Direct Digital Holdings (DRCT) Q1 2026 earnings summary

Event summary combining transcript, slides, and related documents.

Logotype for Direct Digital Holdings Inc

Q1 2026 earnings summary

11 May, 2026

Executive summary

  • Focused on organic sales pipeline growth, expanding go-to-market channels, and launching Ignition+, a unified programmatic media platform targeting efficiency and transparency.

  • Strategic shift to rebuild after recent challenges, emphasizing digital marketing spend with current and new enterprise customers.
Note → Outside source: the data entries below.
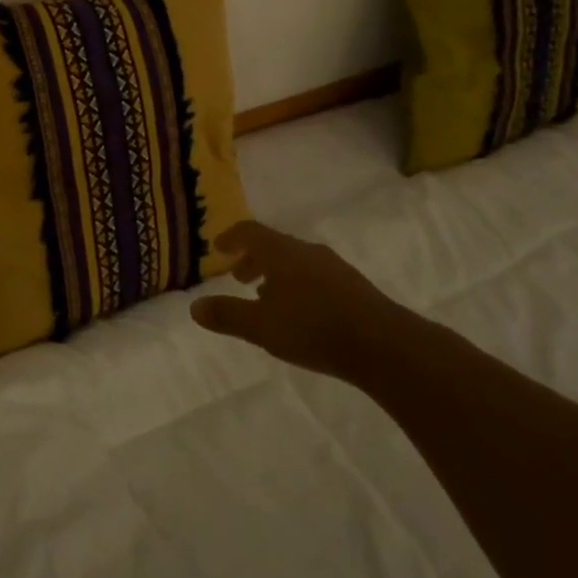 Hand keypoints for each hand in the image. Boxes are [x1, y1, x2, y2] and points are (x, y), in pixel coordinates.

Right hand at [190, 221, 399, 379]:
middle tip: (237, 277)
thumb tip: (194, 307)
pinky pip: (315, 276)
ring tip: (266, 297)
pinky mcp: (353, 287)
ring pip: (295, 261)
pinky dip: (297, 284)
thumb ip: (227, 315)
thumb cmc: (313, 328)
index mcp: (282, 252)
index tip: (217, 246)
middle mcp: (307, 251)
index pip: (250, 232)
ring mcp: (334, 267)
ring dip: (275, 273)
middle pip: (273, 245)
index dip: (231, 237)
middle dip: (252, 259)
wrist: (383, 345)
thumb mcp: (261, 326)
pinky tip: (300, 311) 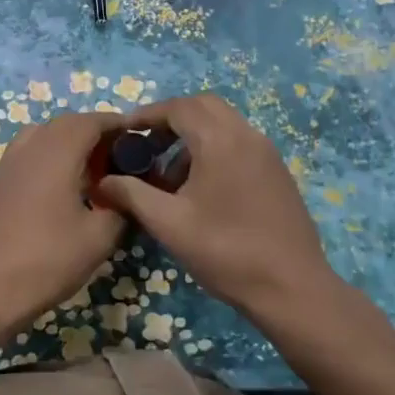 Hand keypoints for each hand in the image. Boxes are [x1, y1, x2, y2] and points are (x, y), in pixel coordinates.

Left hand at [0, 110, 126, 394]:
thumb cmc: (48, 260)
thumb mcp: (99, 238)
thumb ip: (119, 207)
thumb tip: (123, 195)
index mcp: (56, 155)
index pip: (88, 122)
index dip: (113, 122)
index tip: (133, 134)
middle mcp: (27, 150)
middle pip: (61, 124)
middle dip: (89, 130)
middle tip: (112, 154)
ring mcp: (3, 167)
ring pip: (36, 136)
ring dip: (62, 142)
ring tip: (81, 169)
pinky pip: (21, 158)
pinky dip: (42, 159)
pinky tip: (51, 190)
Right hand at [93, 93, 333, 318]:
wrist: (292, 287)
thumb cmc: (225, 251)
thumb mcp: (169, 223)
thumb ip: (132, 194)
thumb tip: (102, 182)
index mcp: (220, 140)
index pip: (178, 107)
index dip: (147, 115)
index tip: (124, 131)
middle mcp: (247, 135)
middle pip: (203, 107)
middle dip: (170, 120)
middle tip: (146, 146)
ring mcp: (267, 153)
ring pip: (223, 125)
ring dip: (192, 137)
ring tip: (169, 177)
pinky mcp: (277, 172)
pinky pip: (239, 143)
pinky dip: (213, 150)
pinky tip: (200, 189) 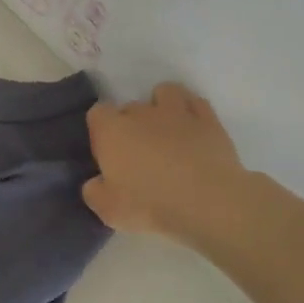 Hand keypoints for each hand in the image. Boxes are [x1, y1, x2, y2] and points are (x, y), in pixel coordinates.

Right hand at [83, 82, 248, 245]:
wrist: (207, 203)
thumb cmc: (150, 206)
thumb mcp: (108, 210)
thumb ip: (94, 192)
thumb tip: (96, 183)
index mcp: (111, 131)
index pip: (97, 113)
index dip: (101, 130)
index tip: (107, 152)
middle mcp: (141, 114)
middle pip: (129, 107)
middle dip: (131, 125)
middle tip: (138, 154)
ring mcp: (177, 113)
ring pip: (164, 92)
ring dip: (161, 106)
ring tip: (165, 131)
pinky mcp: (209, 120)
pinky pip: (195, 102)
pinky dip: (190, 111)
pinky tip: (191, 129) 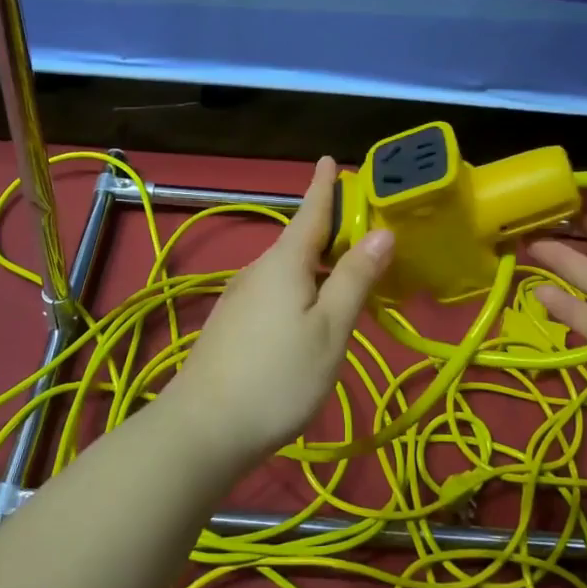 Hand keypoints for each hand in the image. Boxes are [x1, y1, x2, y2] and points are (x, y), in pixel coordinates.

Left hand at [169, 156, 394, 469]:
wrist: (204, 428)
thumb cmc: (278, 375)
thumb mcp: (330, 329)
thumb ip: (355, 279)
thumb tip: (382, 232)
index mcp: (284, 262)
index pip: (310, 212)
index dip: (324, 186)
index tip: (330, 158)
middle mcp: (258, 270)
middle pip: (299, 240)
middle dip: (329, 229)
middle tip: (363, 227)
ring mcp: (240, 299)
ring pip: (286, 269)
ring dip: (317, 263)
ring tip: (346, 271)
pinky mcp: (232, 325)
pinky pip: (275, 291)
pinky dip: (300, 288)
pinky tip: (310, 312) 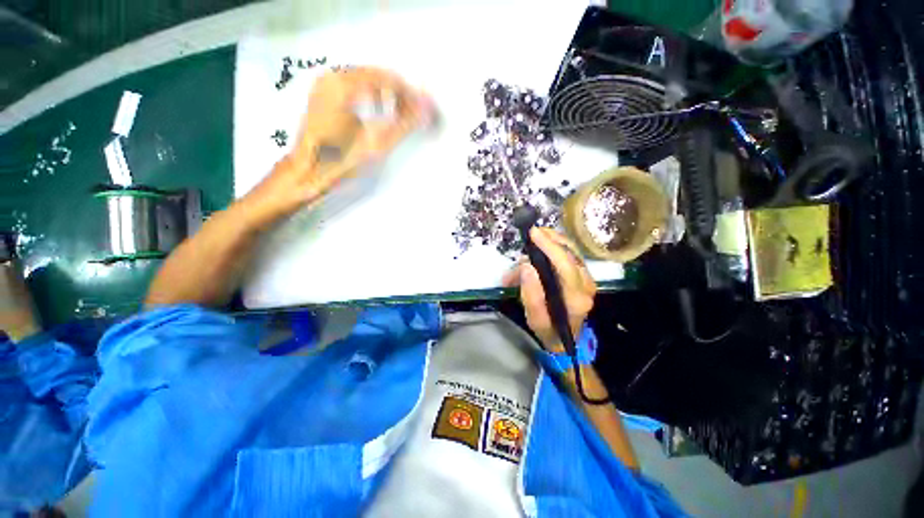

  • Revenue for Q1 2026 was $6.7 million, down 18% year-over-year, mainly due to lower DSP customer spending.

  • Ongoing evaluation of strategic partnerships and acquisitions to complement the platform and drive shareholder value.

  • Gross profit margin improved to 34% from 29% in Q1 2025 despite lower revenue.

Financial highlights

  • Q1 2026 consolidated revenue was $6.7 million, down from $8.2 million in Q1 2025, mainly due to a $2 million decrease in demand-side platform customer spending.

  • Gross profit was $2.3 million (34% margin), up from 29% margin last year, despite lower revenue.

  • Operating expenses decreased 13% to $5.5 million; operating loss improved to $3.3 million from $3.9 million year-over-year.

  • Net loss was $5.6 million, slightly better than the $5.9 million loss in Q1 2025.

  • Adjusted EBITDA loss improved to $2.6 million from $3 million year-over-year.

  • Cash and cash equivalents at quarter-end were $800,000, up from $700,000 at December 2025; total cash plus receivables was $3.6 million.

  • Total assets were $19.3 million as of March 31, 2026, down from $20.2 million at December 31, 2025.

  • Net cash used in operating activities was $1.1 million for Q1 2026, compared to $2.7 million in Q1 2025.

Outlook and guidance

  • Anticipates continued resilience in local and regional travel advertising markets, with bullish expectations for the DMO segment.

  • Expects margin growth over the next few quarters as mix shifts and campaign management efficiency improves.

  • Plans to pursue both organic and inorganic growth, including potential partnerships and acquisitions.

  • Management remains focused on organic growth, sales pipeline expansion, and product innovation.